Gronelândia sofrido contração econômica no início da década de 1990, mas desde 1993 a economia tem melhorado. A Gronelândia Home artigo Governo (GHRG) tem prosseguido uma política fiscal apertada desde finais dos anos 1980, que ajudaram a criar excedentes no orçamento público e uma inflação baixa.Desde 1990, a Gronelândia tem registado um défice comercial externa após o encerramento do último remanescente chumbo e zinco mina desse ano.

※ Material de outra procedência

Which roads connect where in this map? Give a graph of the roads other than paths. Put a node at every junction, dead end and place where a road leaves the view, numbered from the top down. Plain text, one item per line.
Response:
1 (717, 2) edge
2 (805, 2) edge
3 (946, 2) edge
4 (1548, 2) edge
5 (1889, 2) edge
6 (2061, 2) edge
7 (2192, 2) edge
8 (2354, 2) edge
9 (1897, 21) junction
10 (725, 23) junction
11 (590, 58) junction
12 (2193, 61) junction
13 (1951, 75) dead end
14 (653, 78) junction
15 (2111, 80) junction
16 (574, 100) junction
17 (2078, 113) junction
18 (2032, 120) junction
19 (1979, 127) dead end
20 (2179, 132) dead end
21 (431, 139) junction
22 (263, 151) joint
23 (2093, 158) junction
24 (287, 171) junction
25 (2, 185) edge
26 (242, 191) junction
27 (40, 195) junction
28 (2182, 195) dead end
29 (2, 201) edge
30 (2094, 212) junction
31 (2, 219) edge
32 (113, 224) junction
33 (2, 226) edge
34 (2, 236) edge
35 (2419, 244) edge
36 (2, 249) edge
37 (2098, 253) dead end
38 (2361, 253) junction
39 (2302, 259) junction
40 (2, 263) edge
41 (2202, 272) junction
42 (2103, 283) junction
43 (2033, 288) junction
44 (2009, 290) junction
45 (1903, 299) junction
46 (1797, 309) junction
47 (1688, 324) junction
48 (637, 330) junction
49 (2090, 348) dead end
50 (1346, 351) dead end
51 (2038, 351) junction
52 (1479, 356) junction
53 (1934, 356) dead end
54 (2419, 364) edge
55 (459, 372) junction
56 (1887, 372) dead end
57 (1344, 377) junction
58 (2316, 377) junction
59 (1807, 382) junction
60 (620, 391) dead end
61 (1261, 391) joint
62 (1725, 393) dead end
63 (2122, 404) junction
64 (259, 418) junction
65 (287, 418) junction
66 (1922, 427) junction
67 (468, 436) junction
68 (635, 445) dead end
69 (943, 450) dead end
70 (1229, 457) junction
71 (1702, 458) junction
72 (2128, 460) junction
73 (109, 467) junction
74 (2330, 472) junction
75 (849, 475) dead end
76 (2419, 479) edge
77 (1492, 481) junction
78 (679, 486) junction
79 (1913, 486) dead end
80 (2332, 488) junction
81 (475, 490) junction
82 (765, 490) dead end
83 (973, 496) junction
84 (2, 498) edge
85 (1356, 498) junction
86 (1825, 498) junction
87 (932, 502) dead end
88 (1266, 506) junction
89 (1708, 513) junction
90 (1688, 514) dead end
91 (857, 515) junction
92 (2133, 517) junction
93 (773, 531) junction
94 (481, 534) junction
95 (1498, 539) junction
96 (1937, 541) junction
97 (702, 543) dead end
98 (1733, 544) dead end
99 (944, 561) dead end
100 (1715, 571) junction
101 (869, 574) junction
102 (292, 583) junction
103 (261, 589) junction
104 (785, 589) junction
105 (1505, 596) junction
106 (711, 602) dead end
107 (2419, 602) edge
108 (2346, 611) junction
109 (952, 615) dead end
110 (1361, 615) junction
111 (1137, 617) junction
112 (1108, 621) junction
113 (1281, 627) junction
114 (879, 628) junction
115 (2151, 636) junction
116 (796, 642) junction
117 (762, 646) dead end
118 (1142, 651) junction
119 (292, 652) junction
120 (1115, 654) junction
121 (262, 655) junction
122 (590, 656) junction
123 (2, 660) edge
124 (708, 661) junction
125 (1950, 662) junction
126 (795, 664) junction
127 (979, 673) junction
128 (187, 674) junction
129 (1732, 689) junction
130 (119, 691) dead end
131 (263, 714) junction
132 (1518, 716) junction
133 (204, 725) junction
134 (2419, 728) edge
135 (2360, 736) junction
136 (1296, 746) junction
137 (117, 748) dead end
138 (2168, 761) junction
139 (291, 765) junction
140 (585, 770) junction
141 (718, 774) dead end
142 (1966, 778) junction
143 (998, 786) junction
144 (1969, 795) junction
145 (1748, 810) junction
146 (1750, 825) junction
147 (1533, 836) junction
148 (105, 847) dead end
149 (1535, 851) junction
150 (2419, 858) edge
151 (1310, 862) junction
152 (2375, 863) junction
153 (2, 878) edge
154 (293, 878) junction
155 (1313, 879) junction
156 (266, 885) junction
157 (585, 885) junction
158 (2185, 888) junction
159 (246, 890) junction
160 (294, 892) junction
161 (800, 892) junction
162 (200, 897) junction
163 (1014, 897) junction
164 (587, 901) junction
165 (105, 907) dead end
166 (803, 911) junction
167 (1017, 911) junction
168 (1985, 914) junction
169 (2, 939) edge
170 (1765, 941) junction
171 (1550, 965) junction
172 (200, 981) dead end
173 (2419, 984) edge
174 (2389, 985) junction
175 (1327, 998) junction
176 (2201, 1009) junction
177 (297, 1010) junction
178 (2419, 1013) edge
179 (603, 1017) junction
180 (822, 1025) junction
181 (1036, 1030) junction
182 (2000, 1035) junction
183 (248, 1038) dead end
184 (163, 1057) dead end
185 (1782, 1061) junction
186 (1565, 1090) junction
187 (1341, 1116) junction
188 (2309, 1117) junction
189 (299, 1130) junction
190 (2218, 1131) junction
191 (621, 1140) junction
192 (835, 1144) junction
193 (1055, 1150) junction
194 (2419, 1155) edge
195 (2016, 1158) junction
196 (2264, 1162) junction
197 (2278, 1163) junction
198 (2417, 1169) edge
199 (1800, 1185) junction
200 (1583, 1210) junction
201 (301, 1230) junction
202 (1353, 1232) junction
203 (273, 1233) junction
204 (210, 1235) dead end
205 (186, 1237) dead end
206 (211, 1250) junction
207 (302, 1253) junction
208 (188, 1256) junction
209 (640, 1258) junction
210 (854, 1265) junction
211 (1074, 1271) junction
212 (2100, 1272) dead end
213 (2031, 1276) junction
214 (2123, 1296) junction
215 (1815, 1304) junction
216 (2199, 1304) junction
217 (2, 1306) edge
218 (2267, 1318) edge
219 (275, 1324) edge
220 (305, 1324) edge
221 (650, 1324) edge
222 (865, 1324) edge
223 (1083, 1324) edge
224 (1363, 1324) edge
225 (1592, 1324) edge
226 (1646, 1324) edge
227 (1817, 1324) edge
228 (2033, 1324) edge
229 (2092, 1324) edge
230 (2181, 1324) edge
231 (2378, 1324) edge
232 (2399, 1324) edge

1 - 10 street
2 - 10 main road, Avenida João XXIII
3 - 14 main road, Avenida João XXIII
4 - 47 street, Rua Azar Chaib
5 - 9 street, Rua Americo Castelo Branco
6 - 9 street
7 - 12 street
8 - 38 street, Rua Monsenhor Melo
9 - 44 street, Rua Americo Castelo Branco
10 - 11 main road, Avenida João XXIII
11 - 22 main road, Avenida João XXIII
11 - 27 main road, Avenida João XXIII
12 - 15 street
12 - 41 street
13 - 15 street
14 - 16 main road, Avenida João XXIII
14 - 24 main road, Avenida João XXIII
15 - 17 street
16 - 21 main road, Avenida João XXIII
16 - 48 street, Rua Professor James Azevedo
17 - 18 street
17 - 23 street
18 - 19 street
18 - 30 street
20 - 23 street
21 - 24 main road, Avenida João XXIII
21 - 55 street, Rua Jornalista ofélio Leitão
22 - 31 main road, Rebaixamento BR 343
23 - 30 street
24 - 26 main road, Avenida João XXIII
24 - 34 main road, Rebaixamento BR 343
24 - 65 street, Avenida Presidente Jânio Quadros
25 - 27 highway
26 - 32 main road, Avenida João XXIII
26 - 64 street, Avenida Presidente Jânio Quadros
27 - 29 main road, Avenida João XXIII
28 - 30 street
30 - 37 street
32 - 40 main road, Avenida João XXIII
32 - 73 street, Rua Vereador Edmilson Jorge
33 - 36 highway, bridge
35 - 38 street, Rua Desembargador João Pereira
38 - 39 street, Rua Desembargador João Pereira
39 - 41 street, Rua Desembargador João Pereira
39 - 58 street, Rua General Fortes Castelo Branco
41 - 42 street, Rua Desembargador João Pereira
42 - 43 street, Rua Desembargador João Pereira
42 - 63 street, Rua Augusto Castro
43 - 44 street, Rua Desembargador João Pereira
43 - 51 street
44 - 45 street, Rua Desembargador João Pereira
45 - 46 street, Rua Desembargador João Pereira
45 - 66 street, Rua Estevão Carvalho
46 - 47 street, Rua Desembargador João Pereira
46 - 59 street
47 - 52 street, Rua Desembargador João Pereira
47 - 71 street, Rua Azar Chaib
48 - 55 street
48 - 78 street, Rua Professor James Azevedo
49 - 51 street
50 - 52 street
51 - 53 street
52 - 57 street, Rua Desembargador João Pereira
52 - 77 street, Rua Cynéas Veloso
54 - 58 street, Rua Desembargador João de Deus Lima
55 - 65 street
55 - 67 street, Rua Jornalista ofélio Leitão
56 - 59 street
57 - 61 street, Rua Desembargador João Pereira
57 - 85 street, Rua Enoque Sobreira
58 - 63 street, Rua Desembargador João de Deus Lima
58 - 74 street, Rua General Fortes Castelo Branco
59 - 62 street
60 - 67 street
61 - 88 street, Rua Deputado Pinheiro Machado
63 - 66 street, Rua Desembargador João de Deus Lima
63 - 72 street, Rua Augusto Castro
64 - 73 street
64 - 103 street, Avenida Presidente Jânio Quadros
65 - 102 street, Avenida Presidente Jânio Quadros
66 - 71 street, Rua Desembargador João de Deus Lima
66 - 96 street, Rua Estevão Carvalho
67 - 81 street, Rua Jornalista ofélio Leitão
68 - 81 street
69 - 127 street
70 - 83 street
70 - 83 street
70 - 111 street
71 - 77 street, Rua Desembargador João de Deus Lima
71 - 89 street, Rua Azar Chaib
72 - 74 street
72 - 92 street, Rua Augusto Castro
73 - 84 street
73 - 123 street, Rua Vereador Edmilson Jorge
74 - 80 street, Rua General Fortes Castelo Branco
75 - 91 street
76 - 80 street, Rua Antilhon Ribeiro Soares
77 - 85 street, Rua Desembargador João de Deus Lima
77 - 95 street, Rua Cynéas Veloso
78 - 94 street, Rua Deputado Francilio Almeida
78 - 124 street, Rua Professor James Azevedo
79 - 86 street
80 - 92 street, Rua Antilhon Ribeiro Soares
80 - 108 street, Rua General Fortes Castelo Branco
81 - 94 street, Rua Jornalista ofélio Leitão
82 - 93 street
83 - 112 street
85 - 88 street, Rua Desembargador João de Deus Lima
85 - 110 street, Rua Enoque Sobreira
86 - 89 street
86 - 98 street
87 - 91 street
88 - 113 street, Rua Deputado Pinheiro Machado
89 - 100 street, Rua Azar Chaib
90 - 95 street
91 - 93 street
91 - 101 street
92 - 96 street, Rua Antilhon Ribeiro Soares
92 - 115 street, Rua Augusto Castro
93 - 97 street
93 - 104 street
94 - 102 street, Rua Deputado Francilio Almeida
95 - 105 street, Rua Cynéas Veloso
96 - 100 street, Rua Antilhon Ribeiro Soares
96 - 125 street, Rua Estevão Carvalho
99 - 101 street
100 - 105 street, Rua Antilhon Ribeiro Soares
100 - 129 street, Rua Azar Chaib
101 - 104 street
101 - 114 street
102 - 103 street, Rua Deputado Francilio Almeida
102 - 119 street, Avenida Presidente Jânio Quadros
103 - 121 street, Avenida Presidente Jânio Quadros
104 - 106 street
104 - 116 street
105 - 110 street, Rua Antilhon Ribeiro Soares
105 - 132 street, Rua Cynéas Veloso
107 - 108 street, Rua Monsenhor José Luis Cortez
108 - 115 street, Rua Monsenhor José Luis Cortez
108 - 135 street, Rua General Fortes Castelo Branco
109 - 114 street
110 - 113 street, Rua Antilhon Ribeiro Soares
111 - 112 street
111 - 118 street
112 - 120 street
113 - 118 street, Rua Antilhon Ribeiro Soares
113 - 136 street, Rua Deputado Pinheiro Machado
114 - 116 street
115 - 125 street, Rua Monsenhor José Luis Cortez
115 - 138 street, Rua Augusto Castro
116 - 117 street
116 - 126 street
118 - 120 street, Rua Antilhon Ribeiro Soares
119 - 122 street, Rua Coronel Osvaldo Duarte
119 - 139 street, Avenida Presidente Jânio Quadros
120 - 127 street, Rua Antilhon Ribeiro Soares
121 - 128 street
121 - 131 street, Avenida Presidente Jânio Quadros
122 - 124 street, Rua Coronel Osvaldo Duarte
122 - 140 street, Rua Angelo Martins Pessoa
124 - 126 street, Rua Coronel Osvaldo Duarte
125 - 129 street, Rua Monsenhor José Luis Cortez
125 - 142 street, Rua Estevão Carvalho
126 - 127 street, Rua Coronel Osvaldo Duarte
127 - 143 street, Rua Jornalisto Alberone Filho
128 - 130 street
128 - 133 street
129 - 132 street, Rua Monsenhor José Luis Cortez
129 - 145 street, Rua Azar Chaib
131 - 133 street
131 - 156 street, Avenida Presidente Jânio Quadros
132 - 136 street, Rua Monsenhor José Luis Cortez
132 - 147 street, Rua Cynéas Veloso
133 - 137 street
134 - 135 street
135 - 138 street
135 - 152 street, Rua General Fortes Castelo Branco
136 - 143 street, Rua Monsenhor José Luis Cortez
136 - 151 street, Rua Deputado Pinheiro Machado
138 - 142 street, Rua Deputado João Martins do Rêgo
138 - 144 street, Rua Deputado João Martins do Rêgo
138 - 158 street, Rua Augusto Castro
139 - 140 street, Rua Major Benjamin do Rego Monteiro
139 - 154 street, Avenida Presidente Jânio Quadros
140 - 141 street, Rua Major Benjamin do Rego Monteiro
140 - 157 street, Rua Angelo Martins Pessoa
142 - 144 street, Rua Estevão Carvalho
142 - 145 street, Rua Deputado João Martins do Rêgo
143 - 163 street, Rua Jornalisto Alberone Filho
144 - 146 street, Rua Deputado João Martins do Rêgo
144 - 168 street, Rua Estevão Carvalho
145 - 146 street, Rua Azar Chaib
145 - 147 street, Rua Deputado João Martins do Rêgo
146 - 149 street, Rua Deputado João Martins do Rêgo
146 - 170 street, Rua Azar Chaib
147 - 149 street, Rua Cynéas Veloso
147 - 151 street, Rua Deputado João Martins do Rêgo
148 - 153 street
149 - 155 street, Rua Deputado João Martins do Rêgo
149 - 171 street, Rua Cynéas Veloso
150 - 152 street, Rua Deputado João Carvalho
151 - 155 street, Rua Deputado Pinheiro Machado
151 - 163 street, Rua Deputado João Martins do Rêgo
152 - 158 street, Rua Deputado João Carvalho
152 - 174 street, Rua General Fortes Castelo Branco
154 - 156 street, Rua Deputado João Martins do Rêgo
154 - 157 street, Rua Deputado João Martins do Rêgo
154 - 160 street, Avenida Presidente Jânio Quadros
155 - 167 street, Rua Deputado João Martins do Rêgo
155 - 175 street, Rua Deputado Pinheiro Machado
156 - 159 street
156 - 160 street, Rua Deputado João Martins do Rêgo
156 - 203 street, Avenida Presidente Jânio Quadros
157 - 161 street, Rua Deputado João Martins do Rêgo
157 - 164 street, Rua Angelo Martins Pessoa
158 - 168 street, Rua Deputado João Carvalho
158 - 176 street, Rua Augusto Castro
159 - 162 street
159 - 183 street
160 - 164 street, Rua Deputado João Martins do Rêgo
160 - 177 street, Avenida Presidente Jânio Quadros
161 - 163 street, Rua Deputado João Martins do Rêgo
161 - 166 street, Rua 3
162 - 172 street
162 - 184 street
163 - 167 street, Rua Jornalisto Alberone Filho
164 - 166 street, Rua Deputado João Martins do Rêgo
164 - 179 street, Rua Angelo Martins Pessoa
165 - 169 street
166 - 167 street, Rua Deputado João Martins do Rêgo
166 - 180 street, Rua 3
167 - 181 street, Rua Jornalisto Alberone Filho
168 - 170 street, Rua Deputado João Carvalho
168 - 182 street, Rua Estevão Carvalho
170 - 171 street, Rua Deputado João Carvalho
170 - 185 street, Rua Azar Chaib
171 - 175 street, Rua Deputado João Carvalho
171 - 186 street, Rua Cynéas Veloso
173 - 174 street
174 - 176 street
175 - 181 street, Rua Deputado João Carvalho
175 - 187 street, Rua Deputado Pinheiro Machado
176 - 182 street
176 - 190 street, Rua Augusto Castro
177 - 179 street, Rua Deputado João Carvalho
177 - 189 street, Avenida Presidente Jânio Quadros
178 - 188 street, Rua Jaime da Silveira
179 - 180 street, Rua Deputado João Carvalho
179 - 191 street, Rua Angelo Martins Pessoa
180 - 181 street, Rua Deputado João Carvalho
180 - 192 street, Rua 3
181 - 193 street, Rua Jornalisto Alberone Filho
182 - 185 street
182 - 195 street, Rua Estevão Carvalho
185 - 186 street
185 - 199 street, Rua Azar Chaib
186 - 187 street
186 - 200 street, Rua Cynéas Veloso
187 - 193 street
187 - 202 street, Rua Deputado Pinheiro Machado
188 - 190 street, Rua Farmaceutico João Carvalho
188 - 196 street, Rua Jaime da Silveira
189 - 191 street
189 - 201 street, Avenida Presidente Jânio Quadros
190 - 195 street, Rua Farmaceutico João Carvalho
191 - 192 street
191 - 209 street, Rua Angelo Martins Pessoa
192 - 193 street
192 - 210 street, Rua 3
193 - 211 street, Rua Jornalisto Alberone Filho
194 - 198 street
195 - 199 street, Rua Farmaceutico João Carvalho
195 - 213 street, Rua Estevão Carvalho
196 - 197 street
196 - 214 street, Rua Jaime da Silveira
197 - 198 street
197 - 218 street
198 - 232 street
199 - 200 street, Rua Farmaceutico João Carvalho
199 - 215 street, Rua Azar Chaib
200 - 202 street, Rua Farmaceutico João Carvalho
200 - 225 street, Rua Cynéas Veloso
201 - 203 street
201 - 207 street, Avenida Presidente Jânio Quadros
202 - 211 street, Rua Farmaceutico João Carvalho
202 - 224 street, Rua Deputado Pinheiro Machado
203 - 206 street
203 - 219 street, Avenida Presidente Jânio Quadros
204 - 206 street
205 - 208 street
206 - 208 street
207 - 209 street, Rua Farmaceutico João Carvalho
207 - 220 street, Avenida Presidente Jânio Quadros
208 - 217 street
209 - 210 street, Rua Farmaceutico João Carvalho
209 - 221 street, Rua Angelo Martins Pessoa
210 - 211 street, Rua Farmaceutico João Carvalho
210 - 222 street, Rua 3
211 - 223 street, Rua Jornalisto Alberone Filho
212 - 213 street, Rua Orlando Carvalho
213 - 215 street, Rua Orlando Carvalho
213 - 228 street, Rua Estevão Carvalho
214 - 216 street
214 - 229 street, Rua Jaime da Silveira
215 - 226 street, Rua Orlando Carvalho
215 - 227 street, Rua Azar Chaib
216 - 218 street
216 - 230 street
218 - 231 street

A caça à foca marca a vida dos habitantes do norte. A descoberta de petróleo, zinco e ouro em 1994 promete mudar a economia, ainda bastante dependente da Dinamarca, que também responde por sua defesa e relações externas.
[editar] Demografia
Gronelândia tem uma população de 56.344 (2007) [2], dos quais 88% são inuit ou misturado dinamarquês e Inuit.Os restantes 12% são de construção europeia extração, principalmente dinamarquês. A maioria da população é Evangélica Luterana. Quase todos Greenlanders vivem ao longo da fiordes no sudoeste da ilha principal, que tem um clima relativamente ameno. [19]
[editar] Língua
As línguas oficiais da Gronelândia são o gronelandês e o dinamarquês, e a maioria da população fala ambas as línguas. O gronelandês é falado por cerca de 50.000 pessoas, algumas das quais são monolíngues. Uma minoria dinamarquesa de migrantes não fala o Inuit, tem ascendência dinamarquesa como a sua primeira, ou apenas, a língua. Inglês é falado como terceiro idioma.
O gronelandês é a língua mais popular das línguas esquimo-aleútes. Dentro da Gronelândia três principais dialetos são reconhecidos: o norte (Inuktun ou Avanersuarmiutut), dialeto falado por cerca de 1.000 pessoas na região de Qaanaaq, o gronelandês ocidental, que serve de padrão à língua oficial, e, ao leste, o Tunumiit oraasiat ou Tunumiutut, dialeto falado na parte oriental da Gronelândia.
[editar] Cultura
O Museu Nacional da Gronelândia situa-se em Nuuk.
[editar] Esporte
O futebol é o desporto nacional da Gronelândia, mas Gronelândia não é um membro da FIFA. Em janeiro de 2007, a equipa masculina gronelandesa de andebol participou do Campeonato Mundial, na Alemanha, terminando em 22º entre 24 equipas nacionais.
A Gronelândia concorre no bi-anual Island Games.